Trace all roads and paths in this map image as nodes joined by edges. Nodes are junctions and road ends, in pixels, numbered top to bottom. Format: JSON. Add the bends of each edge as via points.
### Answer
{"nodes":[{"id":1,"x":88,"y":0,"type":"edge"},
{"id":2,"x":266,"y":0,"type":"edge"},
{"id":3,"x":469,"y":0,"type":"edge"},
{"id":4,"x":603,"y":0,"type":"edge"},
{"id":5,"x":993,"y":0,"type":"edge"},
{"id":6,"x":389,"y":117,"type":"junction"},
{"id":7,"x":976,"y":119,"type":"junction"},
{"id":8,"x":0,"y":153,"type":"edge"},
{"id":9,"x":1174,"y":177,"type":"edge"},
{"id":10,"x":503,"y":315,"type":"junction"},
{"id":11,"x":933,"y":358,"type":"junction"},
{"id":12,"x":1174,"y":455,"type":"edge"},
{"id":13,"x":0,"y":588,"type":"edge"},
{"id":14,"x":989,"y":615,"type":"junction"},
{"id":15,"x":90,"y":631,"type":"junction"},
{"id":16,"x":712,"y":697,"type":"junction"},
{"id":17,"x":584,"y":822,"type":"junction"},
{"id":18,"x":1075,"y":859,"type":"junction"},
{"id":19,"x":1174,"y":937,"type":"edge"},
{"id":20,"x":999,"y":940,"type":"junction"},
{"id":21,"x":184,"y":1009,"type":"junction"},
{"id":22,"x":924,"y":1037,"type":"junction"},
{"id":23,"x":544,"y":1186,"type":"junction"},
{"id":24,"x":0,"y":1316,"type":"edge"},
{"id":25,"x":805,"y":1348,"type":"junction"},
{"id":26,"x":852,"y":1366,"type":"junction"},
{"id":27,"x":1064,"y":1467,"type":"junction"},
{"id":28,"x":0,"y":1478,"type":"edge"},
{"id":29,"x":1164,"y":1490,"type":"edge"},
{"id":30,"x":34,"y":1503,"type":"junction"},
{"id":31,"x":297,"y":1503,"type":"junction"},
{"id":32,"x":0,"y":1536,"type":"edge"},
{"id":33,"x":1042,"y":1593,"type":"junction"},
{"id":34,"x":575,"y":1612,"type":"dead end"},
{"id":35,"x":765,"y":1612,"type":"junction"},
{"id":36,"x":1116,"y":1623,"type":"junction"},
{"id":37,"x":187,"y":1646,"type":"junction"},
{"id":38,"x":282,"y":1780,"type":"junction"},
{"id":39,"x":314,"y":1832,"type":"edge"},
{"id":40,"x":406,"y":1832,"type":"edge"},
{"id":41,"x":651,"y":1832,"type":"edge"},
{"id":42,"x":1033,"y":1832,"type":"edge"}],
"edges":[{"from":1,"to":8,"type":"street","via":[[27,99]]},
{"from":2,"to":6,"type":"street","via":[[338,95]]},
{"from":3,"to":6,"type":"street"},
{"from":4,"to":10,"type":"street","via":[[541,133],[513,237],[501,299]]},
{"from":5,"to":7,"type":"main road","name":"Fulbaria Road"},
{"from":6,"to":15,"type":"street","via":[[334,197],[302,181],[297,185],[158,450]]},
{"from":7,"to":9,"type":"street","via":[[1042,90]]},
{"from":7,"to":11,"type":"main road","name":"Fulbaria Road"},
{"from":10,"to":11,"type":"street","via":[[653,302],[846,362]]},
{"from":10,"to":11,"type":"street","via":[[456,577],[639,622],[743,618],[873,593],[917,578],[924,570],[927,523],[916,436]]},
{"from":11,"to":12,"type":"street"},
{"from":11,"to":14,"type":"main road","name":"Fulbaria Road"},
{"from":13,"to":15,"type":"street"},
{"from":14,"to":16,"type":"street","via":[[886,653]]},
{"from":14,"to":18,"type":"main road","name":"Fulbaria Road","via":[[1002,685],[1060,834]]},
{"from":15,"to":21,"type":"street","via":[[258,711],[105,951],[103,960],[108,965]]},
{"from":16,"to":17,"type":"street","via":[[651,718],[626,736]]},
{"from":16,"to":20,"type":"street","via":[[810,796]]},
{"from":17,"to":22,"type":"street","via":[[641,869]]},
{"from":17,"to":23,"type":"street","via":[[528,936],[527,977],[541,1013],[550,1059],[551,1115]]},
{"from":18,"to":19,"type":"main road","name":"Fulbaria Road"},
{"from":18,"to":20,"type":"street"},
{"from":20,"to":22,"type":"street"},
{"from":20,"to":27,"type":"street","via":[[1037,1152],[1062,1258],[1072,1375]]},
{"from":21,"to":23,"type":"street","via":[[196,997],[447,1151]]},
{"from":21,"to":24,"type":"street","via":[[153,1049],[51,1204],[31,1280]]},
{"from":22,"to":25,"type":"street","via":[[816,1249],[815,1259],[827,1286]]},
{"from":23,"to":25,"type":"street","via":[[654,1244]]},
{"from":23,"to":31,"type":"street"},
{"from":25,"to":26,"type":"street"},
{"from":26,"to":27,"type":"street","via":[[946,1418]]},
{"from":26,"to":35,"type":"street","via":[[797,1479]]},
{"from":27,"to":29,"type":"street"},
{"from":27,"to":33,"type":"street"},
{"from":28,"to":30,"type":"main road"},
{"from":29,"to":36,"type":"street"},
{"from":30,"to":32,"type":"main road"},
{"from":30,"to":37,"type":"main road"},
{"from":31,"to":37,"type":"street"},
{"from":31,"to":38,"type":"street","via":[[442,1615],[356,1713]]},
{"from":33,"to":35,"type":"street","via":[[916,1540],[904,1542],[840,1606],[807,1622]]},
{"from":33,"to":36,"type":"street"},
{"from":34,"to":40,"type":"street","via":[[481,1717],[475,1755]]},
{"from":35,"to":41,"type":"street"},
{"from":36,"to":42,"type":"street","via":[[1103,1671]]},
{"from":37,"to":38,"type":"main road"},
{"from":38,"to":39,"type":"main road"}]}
○ ○ ○ ○
*HOW TO COMPLETE THIS TASK*
Go through the records and show every line with the string "edges" in it.

*THE COMPLETED TASK*
Trace all roads and paths in this map image as nodes joined by edges. Nodes are junctions and road ends, in pixels, numbered top to bottom. Format: JSON. Add the bends of each edge as via points.
"edges":[{"from":1,"to":8,"type":"street","via":[[27,99]]},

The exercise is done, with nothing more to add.